The two problematic commits​

Two commits are central to the failure mode:
  • An upstream commit identified by the patch message scsi: qla2xxx: target: Fix offline port handling and host reset handling altered how the driver handled host resets and port offline conditions. That change caused command entries that were submitted to firmware around a chip reset to become orphaned and never freed, because the firmware would not reply after reset and the driver’s cleanup path no longer guaranteed reclamation.
  • A subsequent commit described as scsi: qla2xxx: Fix missed DMA unmap for aborted commands tried to ensure aborted commands always had their DMA mappings unmapped. But the attempted fix created a new race: two CPUs could concurrently try to call the unmap helper (qlt_unmap_sg), producing a BUG_ON(!valid_dma_direction(dir) inside dma_unmap_sg_attrs under certain timings. That condition can trigger oopses and kernel crashes.
Together these interactions produced two concrete problems: memory and resource leaks that left qla2xxx commands indefinitely queued after a reset (an availability hazard), and unsafe DMA unmap races that could cause BUG_ON assertions and panic conditions (a system stability and safety hazard).

The fix applied upstream​

Rather than attempting more invasive rework of command lifecycle logic, the maintainers reverted the second commit that introduced the aggressive unmap behavior and partially reverted the first problematic commit in the very specific abort path (__qla2x00_abort_all_cmds). The upstream patch thus restores a safer cleanup sequence that:
  • Ensures commands that will never get replies after a chip reset are explicitly cleared and freed instead of left waiting for firmware that will not respond; and
  • Removes or tones down the concurrent unmap sequence that could race between CPUs, eliminating the dma_unmap_sg_attrs BUG_ON under the conditions reported.
The patchset author and reviewers described the change as a partial revert plus a focused insertion of cleanup logic; reviewers emphasized that this approach minimizes regression risk while addressing the two root causes simultaneously.
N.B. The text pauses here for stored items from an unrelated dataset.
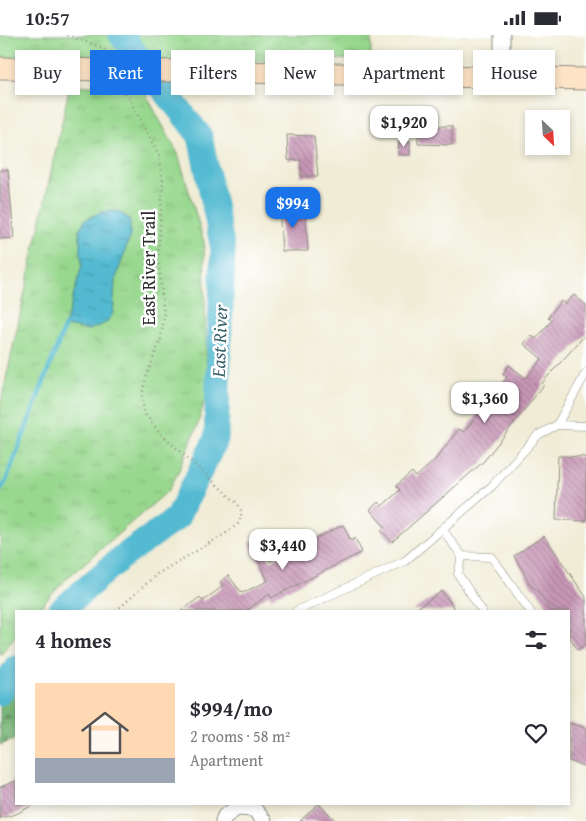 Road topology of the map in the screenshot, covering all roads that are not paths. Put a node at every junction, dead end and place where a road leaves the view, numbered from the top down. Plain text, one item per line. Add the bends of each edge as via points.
1 (502, 35) edge
2 (502, 50) edge
3 (0, 68) edge
4 (473, 76) edge
5 (555, 78) edge
6 (586, 79) edge
7 (586, 373) edge
8 (556, 425) junction
9 (586, 426) edge
10 (442, 529) junction
11 (462, 556) junction
12 (298, 610) edge
13 (481, 610) edge
14 (529, 610) edge
15 (236, 806) edge
16 (223, 821) edge
17 (264, 821) edge

1 - 2 street
3 - 4 street, bridge
5 - 6 street
7 - 8 lane
8 - 9 lane
8 - 10 lane via 538,435 492,486
10 - 11 lane
10 - 12 lane via 405,561
11 - 13 lane via 458,574
11 - 14 lane via 492,557
15 - 16 street
15 - 17 street via 254,809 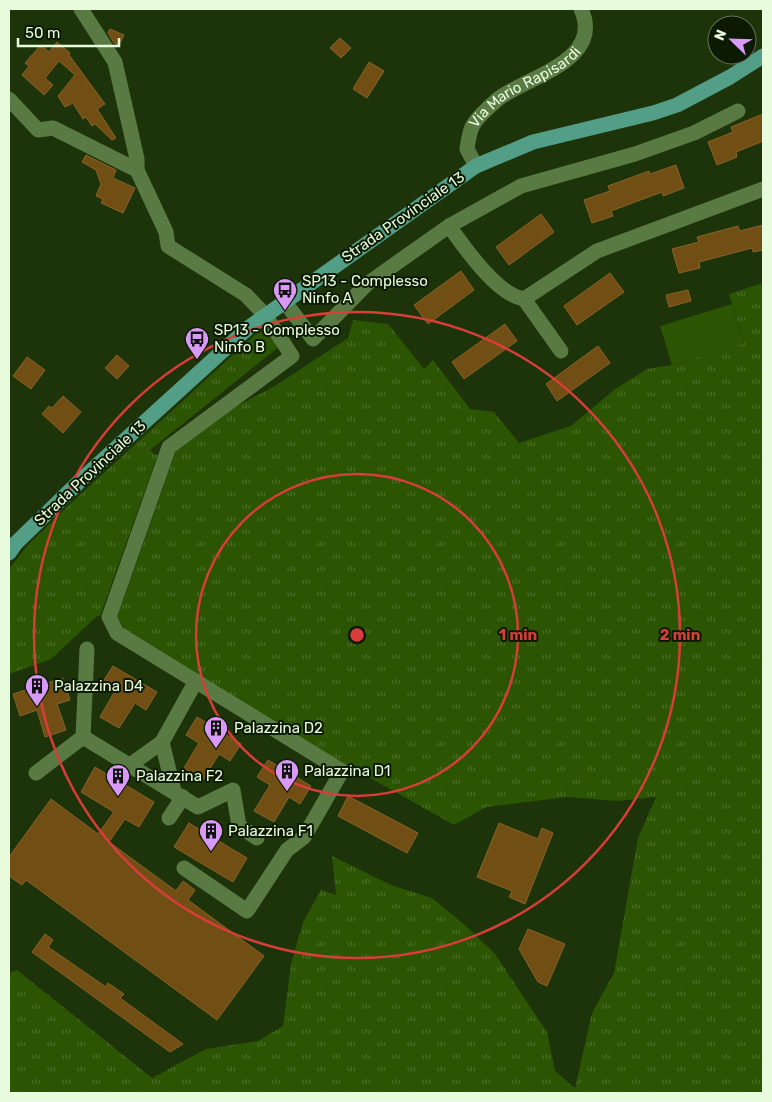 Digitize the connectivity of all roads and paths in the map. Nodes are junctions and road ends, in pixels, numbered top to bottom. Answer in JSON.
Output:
{"nodes":[{"id":1,"x":81,"y":9,"type":"edge"},
{"id":2,"x":581,"y":9,"type":"edge"},
{"id":3,"x":763,"y":56,"type":"edge"},
{"id":4,"x":9,"y":98,"type":"edge"},
{"id":5,"x":738,"y":111,"type":"dead end"},
{"id":6,"x":476,"y":166,"type":"junction"},
{"id":7,"x":137,"y":170,"type":"junction"},
{"id":8,"x":763,"y":190,"type":"edge"},
{"id":9,"x":449,"y":226,"type":"junction"},
{"id":10,"x":524,"y":299,"type":"junction"},
{"id":11,"x":284,"y":300,"type":"junction"},
{"id":12,"x":265,"y":315,"type":"junction"},
{"id":13,"x":560,"y":351,"type":"dead end"},
{"id":14,"x":9,"y":553,"type":"edge"},
{"id":15,"x":87,"y":649,"type":"dead end"},
{"id":16,"x":196,"y":681,"type":"junction"},
{"id":17,"x":83,"y":737,"type":"junction"},
{"id":18,"x":162,"y":742,"type":"junction"},
{"id":19,"x":130,"y":765,"type":"junction"},
{"id":20,"x":36,"y":774,"type":"dead end"},
{"id":21,"x":178,"y":794,"type":"junction"},
{"id":22,"x":169,"y":818,"type":"dead end"},
{"id":23,"x":257,"y":838,"type":"dead end"},
{"id":24,"x":184,"y":868,"type":"dead end"}],
"edges":[{"from":1,"to":7,"type":"street"},
{"from":2,"to":6,"type":"street","name":"Via Mario Rapisardi"},
{"from":3,"to":6,"type":"main road","name":"Strada Provinciale 13"},
{"from":4,"to":7,"type":"street"},
{"from":5,"to":9,"type":"street"},
{"from":6,"to":11,"type":"main road","name":"Strada Provinciale 13"},
{"from":7,"to":12,"type":"street"},
{"from":8,"to":10,"type":"street"},
{"from":9,"to":10,"type":"street"},
{"from":9,"to":11,"type":"street"},
{"from":10,"to":13,"type":"street"},
{"from":11,"to":12,"type":"main road","name":"Strada Provinciale 13"},
{"from":12,"to":14,"type":"main road","name":"Strada Provinciale 13"},
{"from":12,"to":16,"type":"street"},
{"from":15,"to":17,"type":"street"},
{"from":16,"to":18,"type":"street"},
{"from":16,"to":24,"type":"street"},
{"from":17,"to":19,"type":"street"},
{"from":17,"to":20,"type":"street"},
{"from":18,"to":19,"type":"street"},
{"from":18,"to":21,"type":"street"},
{"from":19,"to":21,"type":"street"},
{"from":21,"to":22,"type":"street"},
{"from":21,"to":23,"type":"street"}]}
Operational impact and risk analysis​

Who is affected​

  • Systems that load the qla2xxx module and operate in SCSI target or initiator roles using QLogic Fibre Channel HBAs are the relevant population. That includes storage servers, SAN gateways, some hypervisor hosts, and appliances that expose FC-based block storage to guests. Vendors and distributions that ship kernels with qla2xxx compiled in or as a module must map the upstream change into their packages.
  • Windows-centric infrastructure teams should pay attention if they run Linux guests, containers, or specialized storage appliances alongside Windows infrastructure — a Linux kernel panic or stuck I/O in a guest or appliance can cascade into cross-platform service degradation (backup failures, replication stalls, or SAN-controlling host instability). This is a practical concern for mixed estates and hybrid data centers.
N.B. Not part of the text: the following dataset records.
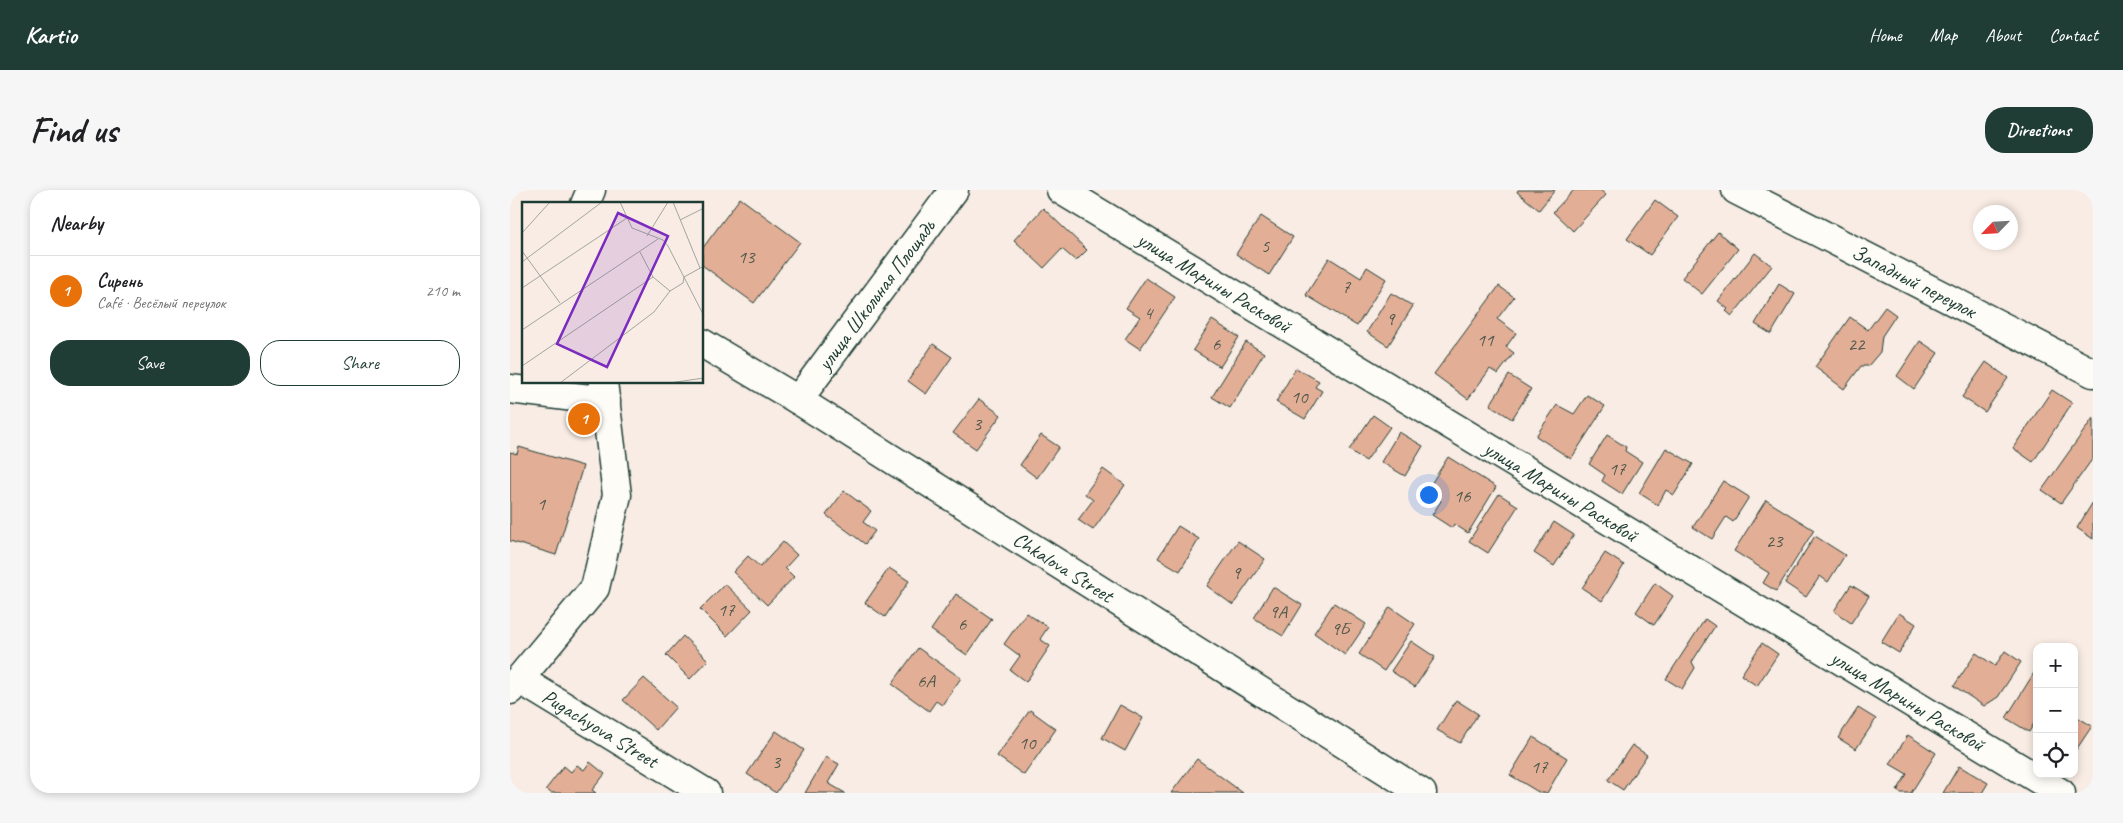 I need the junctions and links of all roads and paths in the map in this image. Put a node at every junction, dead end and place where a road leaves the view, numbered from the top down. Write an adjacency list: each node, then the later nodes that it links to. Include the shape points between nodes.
1 (591, 190): 5 (street)
2 (954, 190): 10 (street, улица Школьная Площадь)
3 (1061, 190): 14 (street, улица Марины Расковой)
4 (1736, 190): 7 (street, Западный переулок)
5 (586, 202)
6 (704, 344): 10 (street, Chkalova Street)
7 (2093, 373)
8 (510, 389): 9 (street)
9 (604, 392): 11 (street, via 617,495 595,588)
10 (798, 400): 13 (street, Chkalova Street)
11 (514, 685): 12 (street, Pugachyova Street)
12 (706, 793)
13 (1422, 793)
14 (2061, 793)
Severity and exploitability​

  • The public reporting and tracker entries indicate the impact is primarily availability and stability: leaked commands can lead to hung I/O and degraded throughput, and the DMA unmap race can cause kernel assertions and panics. Public sources classify the issue in the medium-to-high severity band based on CVSS v3-like vectors (one public tracker lists a v3 score of 7.1 with a local attack vector requiring privileges or low-complexity local conditions).
  • There is no reliable public proof-of-concept that elevates this to a remote code execution or straightforward privilege-escalation vulnerability at the time of disclosure; the exploitability requires local or privileged access plus the ability to drive FC I/O or provoke the chip reset/abort sequences under specific timing windows. Treat remote RCE assertions as unverified until a reproducible exploit chain is published.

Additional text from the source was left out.